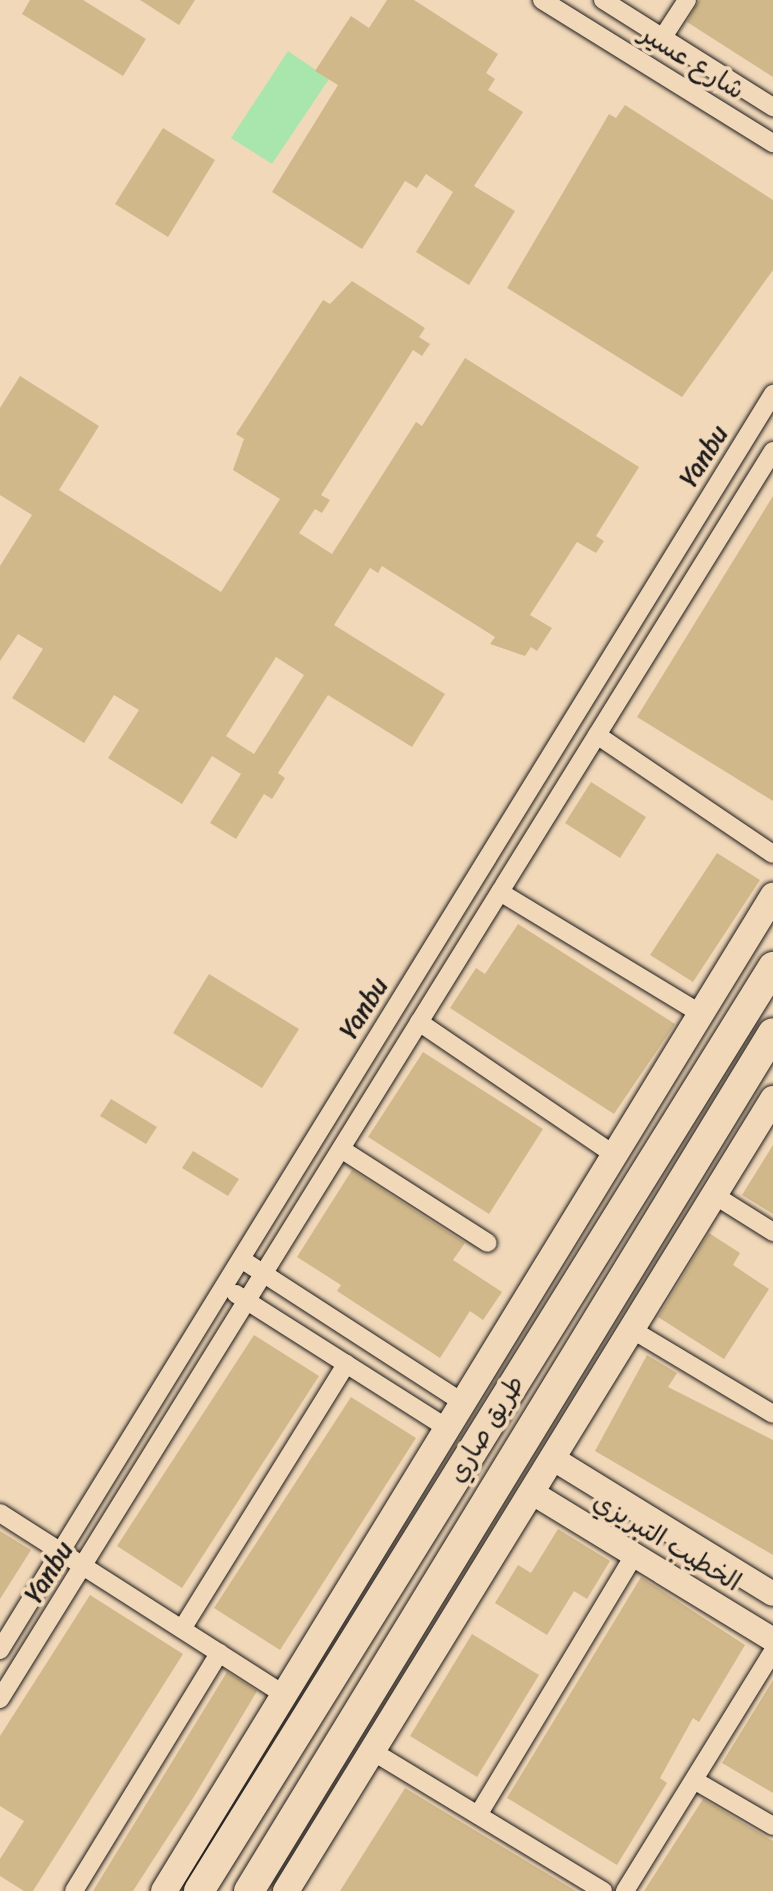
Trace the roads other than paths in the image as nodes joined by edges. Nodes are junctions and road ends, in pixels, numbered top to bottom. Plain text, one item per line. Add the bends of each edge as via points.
1 (542, 0) edge
2 (603, 0) edge
3 (687, 0) edge
4 (663, 37) junction
5 (773, 107) edge
6 (773, 143) edge
7 (773, 394) edge
8 (773, 451) edge
9 (597, 735) junction
10 (773, 854) edge
11 (500, 892) junction
12 (773, 896) edge
13 (773, 967) edge
14 (703, 1015) junction
15 (419, 1022) junction
16 (773, 1033) edge
17 (773, 1099) edge
18 (341, 1149) junction
19 (616, 1156) junction
20 (714, 1195) junction
21 (773, 1232) edge
22 (488, 1243) dead end
23 (241, 1259) junction
24 (263, 1274) junction
25 (224, 1286) junction
26 (247, 1301) junction
27 (631, 1329) junction
28 (346, 1364) junction
29 (464, 1403) junction
30 (773, 1414) edge
31 (449, 1429) junction
32 (552, 1458) junction
33 (531, 1492) junction
34 (0, 1513) edge
35 (61, 1552) junction
36 (634, 1555) junction
37 (83, 1566) junction
38 (773, 1594) edge
39 (182, 1629) junction
40 (773, 1640) edge
41 (0, 1650) edge
42 (773, 1651) edge
43 (219, 1653) junction
44 (285, 1695) junction
45 (0, 1699) edge
46 (372, 1751) junction
47 (694, 1780) junction
48 (478, 1815) junction
49 (773, 1826) edge
50 (294, 1888) edge
51 (74, 1891) edge
52 (164, 1891) edge
53 (199, 1891) edge
54 (249, 1891) edge
55 (603, 1891) edge
56 (625, 1891) edge

1 - 6 street, شارع عسير
2 - 4 street, شارع عسير
3 - 4 street
4 - 5 street, شارع عسير
7 - 23 street, Yanbu
8 - 9 street, Yanbu
9 - 10 street
9 - 11 street, Yanbu
11 - 14 street
11 - 15 street, Yanbu
12 - 14 main road
13 - 53 main road, طريق صاري
14 - 19 main road
15 - 18 street, Yanbu
15 - 19 street
16 - 54 main road, طريق صاري
17 - 20 main road
18 - 22 street
18 - 24 street, Yanbu
19 - 29 main road
20 - 21 street
20 - 27 main road
23 - 24 street
23 - 25 street, Yanbu
24 - 26 street, Yanbu
24 - 29 street
25 - 26 street
25 - 35 street, Yanbu
26 - 28 street
26 - 37 street, Yanbu
27 - 30 street
27 - 32 main road
28 - 31 street
28 - 39 street
29 - 31 main road
31 - 44 main road
32 - 33 main road
32 - 38 street, الخطيب التبريزي
33 - 36 street, الخطيب التبريزي
33 - 46 main road
34 - 35 street
35 - 37 street
35 - 41 street, Yanbu
36 - 40 street, الخطيب التبريزي
36 - 48 street
37 - 39 street
37 - 45 street, Yanbu
39 - 43 street
42 - 47 street
43 - 44 street
43 - 51 street
44 - 52 main road
46 - 48 street
46 - 50 main road
47 - 49 street
47 - 56 street
48 - 55 street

--- Problem to work on ---
Repeat every entry above precisely, leaving each picture out.

--- Your response ---
Trace the roads other than paths in the image as nodes joined by edges. Nodes are junctions and road ends, in pixels, numbered top to bottom. Plain text, one item per line. Add the bends of each edge as via points.
1 (542, 0) edge
2 (603, 0) edge
3 (687, 0) edge
4 (663, 37) junction
5 (773, 107) edge
6 (773, 143) edge
7 (773, 394) edge
8 (773, 451) edge
9 (597, 735) junction
10 (773, 854) edge
11 (500, 892) junction
12 (773, 896) edge
13 (773, 967) edge
14 (703, 1015) junction
15 (419, 1022) junction
16 (773, 1033) edge
17 (773, 1099) edge
18 (341, 1149) junction
19 (616, 1156) junction
20 (714, 1195) junction
21 (773, 1232) edge
22 (488, 1243) dead end
23 (241, 1259) junction
24 (263, 1274) junction
25 (224, 1286) junction
26 (247, 1301) junction
27 (631, 1329) junction
28 (346, 1364) junction
29 (464, 1403) junction
30 (773, 1414) edge
31 (449, 1429) junction
32 (552, 1458) junction
33 (531, 1492) junction
34 (0, 1513) edge
35 (61, 1552) junction
36 (634, 1555) junction
37 (83, 1566) junction
38 (773, 1594) edge
39 (182, 1629) junction
40 (773, 1640) edge
41 (0, 1650) edge
42 (773, 1651) edge
43 (219, 1653) junction
44 (285, 1695) junction
45 (0, 1699) edge
46 (372, 1751) junction
47 (694, 1780) junction
48 (478, 1815) junction
49 (773, 1826) edge
50 (294, 1888) edge
51 (74, 1891) edge
52 (164, 1891) edge
53 (199, 1891) edge
54 (249, 1891) edge
55 (603, 1891) edge
56 (625, 1891) edge

1 - 6 street, شارع عسير
2 - 4 street, شارع عسير
3 - 4 street
4 - 5 street, شارع عسير
7 - 23 street, Yanbu
8 - 9 street, Yanbu
9 - 10 street
9 - 11 street, Yanbu
11 - 14 street
11 - 15 street, Yanbu
12 - 14 main road
13 - 53 main road, طريق صاري
14 - 19 main road
15 - 18 street, Yanbu
15 - 19 street
16 - 54 main road, طريق صاري
17 - 20 main road
18 - 22 street
18 - 24 street, Yanbu
19 - 29 main road
20 - 21 street
20 - 27 main road
23 - 24 street
23 - 25 street, Yanbu
24 - 26 street, Yanbu
24 - 29 street
25 - 26 street
25 - 35 street, Yanbu
26 - 28 street
26 - 37 street, Yanbu
27 - 30 street
27 - 32 main road
28 - 31 street
28 - 39 street
29 - 31 main road
31 - 44 main road
32 - 33 main road
32 - 38 street, الخطيب التبريزي
33 - 36 street, الخطيب التبريزي
33 - 46 main road
34 - 35 street
35 - 37 street
35 - 41 street, Yanbu
36 - 40 street, الخطيب التبريزي
36 - 48 street
37 - 39 street
37 - 45 street, Yanbu
39 - 43 street
42 - 47 street
43 - 44 street
43 - 51 street
44 - 52 main road
46 - 48 street
46 - 50 main road
47 - 49 street
47 - 56 street
48 - 55 street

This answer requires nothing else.